-- Dataset content follows --

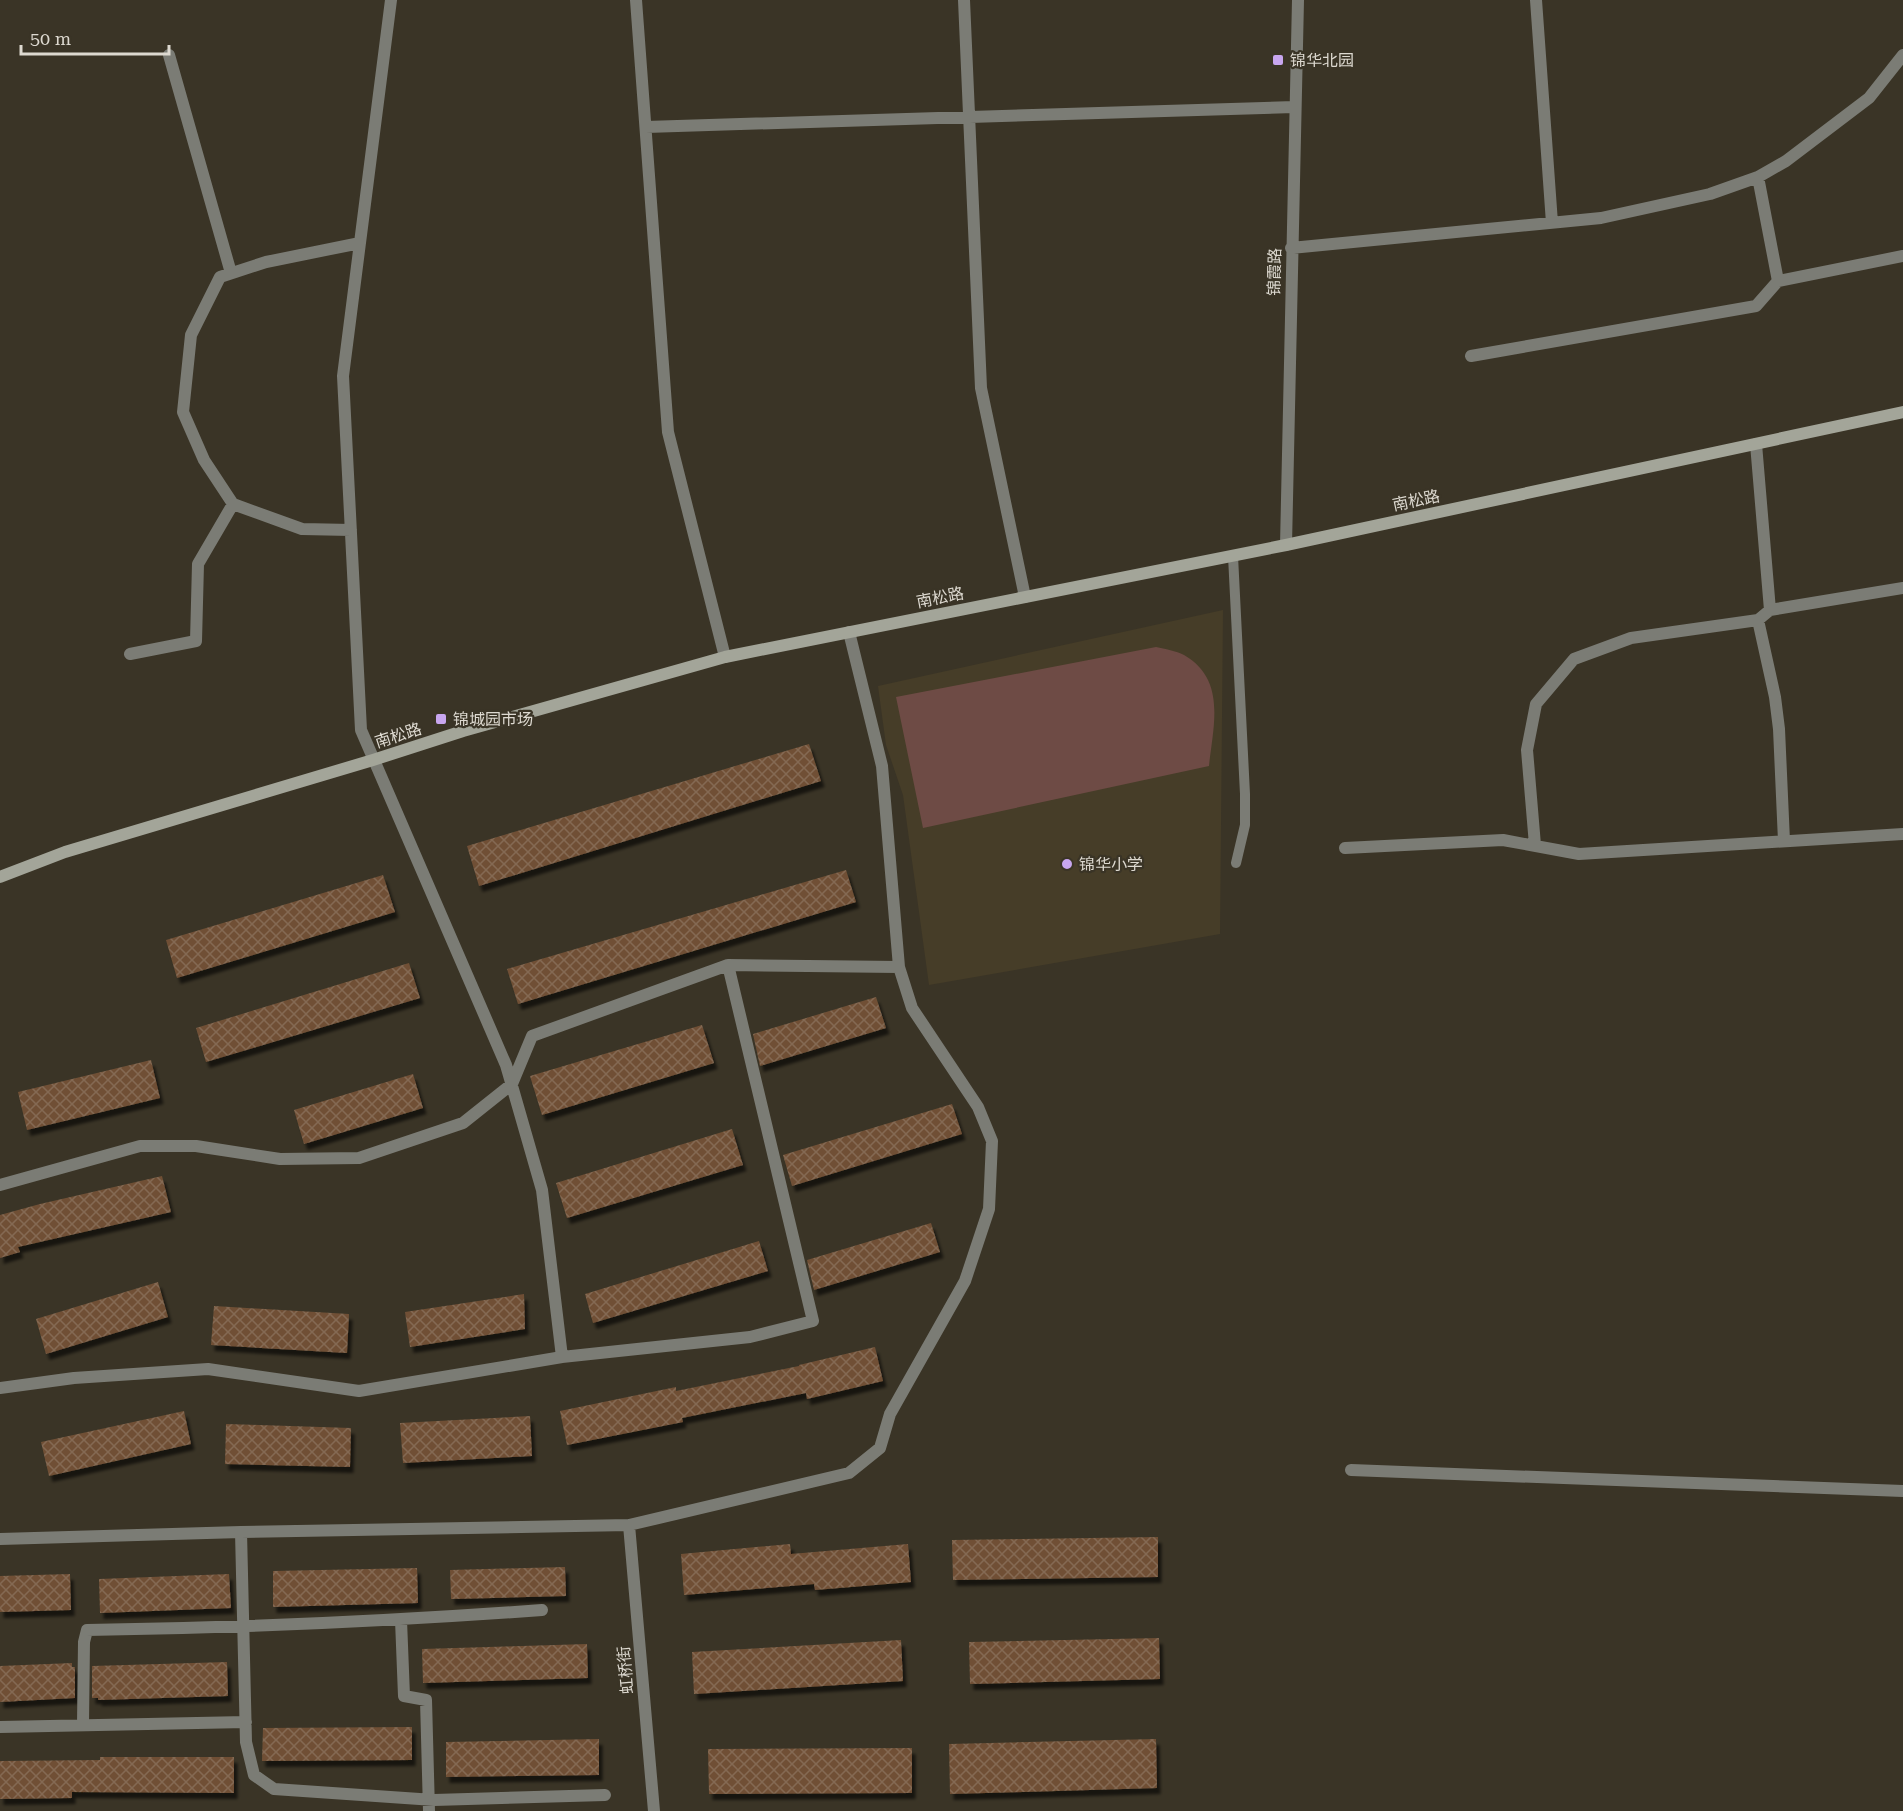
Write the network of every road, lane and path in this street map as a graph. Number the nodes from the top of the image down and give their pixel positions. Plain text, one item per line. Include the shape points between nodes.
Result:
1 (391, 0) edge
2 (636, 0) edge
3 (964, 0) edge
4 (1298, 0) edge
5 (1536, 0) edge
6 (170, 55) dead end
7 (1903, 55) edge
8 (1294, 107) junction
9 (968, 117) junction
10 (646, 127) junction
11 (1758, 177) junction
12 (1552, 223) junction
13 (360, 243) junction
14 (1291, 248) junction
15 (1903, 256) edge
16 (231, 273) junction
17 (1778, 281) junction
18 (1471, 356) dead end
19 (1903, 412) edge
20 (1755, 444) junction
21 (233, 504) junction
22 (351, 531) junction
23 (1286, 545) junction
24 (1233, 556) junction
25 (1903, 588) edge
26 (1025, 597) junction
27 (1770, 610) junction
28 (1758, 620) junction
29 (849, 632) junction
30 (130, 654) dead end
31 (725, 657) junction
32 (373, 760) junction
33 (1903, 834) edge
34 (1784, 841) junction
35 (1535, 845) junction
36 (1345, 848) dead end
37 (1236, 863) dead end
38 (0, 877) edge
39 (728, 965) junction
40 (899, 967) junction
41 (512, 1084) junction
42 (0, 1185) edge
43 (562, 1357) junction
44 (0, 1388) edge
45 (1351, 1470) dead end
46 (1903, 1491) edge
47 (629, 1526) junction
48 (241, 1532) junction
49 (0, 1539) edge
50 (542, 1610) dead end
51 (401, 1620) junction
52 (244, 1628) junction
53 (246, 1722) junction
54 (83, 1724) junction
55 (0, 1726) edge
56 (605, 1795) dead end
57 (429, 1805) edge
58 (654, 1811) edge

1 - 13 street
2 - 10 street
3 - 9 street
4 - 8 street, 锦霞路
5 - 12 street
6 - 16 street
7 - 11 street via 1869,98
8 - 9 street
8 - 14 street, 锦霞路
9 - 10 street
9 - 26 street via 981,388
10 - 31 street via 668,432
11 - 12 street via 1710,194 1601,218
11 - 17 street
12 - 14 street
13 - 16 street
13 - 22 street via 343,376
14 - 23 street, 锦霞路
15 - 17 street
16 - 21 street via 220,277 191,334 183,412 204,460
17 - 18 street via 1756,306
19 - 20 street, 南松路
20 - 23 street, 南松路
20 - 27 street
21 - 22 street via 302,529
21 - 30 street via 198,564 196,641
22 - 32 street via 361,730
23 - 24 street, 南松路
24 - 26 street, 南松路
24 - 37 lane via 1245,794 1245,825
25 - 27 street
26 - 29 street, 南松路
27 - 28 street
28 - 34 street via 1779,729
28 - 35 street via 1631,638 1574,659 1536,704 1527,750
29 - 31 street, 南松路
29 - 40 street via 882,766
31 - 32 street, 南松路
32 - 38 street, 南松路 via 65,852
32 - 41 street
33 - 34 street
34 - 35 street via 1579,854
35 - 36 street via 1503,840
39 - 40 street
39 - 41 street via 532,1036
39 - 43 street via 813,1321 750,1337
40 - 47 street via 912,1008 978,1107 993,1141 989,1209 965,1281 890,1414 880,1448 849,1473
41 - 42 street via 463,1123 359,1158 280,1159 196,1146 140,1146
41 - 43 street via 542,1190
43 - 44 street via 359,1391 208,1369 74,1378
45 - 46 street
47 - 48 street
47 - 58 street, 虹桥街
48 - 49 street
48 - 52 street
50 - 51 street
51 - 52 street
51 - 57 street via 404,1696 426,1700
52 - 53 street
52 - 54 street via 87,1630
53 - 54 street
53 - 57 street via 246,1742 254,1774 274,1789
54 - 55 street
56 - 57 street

-- Dataset content concluded --
-- Dataset content follows --

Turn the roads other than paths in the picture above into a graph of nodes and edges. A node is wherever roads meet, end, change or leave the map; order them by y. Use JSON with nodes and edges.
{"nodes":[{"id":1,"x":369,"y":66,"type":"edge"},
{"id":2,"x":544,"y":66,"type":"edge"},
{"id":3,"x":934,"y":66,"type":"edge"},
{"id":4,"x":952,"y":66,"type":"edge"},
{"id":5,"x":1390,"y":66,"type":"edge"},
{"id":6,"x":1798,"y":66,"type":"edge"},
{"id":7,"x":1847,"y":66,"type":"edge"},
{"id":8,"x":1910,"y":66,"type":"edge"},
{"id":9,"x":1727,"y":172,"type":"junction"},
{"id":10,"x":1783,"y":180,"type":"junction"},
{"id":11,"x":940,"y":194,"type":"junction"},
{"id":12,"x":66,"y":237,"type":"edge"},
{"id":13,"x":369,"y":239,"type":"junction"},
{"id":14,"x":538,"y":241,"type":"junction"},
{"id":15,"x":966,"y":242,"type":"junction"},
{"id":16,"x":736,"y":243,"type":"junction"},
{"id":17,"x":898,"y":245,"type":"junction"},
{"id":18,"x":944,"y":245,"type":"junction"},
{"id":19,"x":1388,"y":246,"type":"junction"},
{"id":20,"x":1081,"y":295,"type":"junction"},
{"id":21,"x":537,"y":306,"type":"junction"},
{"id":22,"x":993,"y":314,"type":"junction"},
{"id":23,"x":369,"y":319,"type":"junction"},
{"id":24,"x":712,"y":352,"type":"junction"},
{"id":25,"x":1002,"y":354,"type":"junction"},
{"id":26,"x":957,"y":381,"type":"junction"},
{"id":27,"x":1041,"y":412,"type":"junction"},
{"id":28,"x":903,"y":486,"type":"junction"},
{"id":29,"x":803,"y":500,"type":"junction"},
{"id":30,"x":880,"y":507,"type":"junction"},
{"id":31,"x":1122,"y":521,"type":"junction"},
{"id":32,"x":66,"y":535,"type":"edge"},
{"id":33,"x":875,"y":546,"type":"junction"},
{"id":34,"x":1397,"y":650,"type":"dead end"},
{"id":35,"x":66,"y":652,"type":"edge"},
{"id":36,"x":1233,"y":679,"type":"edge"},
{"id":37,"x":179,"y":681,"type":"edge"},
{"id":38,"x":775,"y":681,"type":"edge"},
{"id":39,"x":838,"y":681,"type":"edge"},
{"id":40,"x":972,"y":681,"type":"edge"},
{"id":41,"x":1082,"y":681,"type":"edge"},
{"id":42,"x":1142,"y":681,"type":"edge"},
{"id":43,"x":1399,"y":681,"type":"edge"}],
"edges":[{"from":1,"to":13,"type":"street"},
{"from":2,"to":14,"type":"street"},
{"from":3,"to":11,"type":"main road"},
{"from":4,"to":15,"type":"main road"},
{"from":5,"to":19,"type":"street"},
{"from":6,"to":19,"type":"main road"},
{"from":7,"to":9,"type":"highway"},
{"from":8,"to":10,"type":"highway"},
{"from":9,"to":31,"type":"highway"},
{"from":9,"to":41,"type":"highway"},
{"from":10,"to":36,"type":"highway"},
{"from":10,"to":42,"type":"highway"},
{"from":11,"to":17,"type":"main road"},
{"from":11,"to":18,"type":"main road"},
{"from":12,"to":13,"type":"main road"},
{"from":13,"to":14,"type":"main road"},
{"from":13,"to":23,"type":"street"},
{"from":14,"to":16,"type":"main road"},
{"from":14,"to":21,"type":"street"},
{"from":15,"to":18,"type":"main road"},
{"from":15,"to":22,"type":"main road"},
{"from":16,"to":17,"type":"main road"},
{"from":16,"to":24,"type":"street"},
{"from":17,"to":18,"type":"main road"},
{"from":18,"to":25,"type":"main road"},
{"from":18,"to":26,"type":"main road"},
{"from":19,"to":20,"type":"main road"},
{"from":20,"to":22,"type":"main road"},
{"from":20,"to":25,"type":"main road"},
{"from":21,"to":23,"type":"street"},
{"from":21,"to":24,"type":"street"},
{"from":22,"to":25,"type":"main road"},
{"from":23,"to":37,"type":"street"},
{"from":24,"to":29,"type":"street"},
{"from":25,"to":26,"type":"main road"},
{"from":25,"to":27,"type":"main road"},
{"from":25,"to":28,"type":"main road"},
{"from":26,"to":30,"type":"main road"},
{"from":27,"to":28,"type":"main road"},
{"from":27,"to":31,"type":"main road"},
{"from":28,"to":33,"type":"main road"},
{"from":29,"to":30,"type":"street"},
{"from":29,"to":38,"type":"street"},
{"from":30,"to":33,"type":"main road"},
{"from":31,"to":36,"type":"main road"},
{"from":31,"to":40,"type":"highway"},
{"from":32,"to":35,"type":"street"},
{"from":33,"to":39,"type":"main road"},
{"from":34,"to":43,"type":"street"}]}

-- Dataset content concluded --

What you have to do — Wherever a line above contains "highway", copy that line.

Answer below —
{"from":7,"to":9,"type":"highway"},
{"from":8,"to":10,"type":"highway"},
{"from":9,"to":31,"type":"highway"},
{"from":9,"to":41,"type":"highway"},
{"from":10,"to":36,"type":"highway"},
{"from":10,"to":42,"type":"highway"},
{"from":31,"to":40,"type":"highway"},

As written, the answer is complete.